La repressione del rap politico in Spagna: i casi di Pablo Hasel, Valtonyc e La Insurgencia
In Spagna, non tiene banco solo il caso del conflitto catalano come processo politico e culturale in cui viene portata avanti dalle istituzioni centrali un soffocamento delle libertà d’ espressione e la repressione tramite incarceramento di politici e sostenitori dell’indipendentismo.
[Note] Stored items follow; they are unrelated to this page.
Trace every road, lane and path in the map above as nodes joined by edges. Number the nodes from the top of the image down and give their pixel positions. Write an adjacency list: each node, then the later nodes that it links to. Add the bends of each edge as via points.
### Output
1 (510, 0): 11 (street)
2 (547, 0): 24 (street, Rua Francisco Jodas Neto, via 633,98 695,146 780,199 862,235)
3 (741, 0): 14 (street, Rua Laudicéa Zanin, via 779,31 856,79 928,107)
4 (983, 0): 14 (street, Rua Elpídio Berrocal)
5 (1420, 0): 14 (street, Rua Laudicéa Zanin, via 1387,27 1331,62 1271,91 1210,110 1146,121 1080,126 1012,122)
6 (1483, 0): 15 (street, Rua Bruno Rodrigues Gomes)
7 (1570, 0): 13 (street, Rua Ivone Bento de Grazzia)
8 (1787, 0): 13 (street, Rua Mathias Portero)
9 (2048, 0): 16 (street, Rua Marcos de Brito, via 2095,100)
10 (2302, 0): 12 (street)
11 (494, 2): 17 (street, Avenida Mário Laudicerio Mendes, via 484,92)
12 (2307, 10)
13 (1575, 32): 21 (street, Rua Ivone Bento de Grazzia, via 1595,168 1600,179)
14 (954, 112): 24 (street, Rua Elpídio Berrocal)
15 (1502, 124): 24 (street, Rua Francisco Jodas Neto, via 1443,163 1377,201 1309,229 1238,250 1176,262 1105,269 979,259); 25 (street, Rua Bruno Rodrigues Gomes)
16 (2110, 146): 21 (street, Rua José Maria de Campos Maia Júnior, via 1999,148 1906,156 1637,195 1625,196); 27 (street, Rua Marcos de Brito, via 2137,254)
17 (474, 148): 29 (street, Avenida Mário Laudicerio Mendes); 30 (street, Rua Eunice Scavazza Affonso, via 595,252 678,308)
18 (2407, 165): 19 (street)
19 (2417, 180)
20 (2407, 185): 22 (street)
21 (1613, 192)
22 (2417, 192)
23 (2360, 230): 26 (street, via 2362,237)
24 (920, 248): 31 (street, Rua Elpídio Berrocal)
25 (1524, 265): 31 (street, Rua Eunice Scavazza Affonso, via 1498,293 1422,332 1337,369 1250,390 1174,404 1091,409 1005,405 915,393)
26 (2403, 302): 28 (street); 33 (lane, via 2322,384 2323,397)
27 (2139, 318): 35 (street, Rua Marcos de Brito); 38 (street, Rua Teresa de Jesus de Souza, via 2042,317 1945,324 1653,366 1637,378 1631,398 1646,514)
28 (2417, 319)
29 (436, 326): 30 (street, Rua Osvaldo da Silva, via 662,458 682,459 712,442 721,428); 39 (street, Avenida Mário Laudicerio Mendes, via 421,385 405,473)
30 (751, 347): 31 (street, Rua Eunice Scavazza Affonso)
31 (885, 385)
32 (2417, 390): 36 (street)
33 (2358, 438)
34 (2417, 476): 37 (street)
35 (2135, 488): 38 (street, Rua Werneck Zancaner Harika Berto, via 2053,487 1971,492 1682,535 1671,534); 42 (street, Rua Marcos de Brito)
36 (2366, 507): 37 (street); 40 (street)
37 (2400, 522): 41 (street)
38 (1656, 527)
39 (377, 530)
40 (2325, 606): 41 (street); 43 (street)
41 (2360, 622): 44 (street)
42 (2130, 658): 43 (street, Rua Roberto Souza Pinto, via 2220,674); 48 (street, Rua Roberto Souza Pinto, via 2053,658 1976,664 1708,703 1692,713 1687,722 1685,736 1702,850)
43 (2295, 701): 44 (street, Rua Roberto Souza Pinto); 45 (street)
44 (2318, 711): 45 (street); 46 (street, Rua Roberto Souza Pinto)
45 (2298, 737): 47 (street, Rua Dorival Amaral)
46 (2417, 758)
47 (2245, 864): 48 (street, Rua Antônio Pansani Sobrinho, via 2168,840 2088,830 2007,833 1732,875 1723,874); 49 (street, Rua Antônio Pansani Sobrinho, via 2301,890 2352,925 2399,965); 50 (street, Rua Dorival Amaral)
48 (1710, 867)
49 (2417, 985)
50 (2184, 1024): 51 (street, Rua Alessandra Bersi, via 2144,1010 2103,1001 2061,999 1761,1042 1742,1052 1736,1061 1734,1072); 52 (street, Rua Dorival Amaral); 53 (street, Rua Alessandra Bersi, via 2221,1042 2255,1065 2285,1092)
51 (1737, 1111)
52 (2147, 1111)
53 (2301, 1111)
Dal post 2012 e nelle stagioni successive, che videro mobilitazioni imponenti mettere in discussione il sistema della rappresentanza parlamentare e i diktat dei tagli ai settori sociali più deboli e ai servizi maggiorente basilari, il Governo ha cominciato a martellare imponendo una serie di modifiche all’ordinamento giuridico volto a reprimere il dissenso, sia esso fisico che verbale.
Sia esso dettato da manifestazioni di supposta resistenza passiva, sia di quella di resistenza attiva; sia espressioni di tipo verbale nelle piazze, che quelle che circolano attraverso diversi canali mediali virtuali, e tra queste la musica.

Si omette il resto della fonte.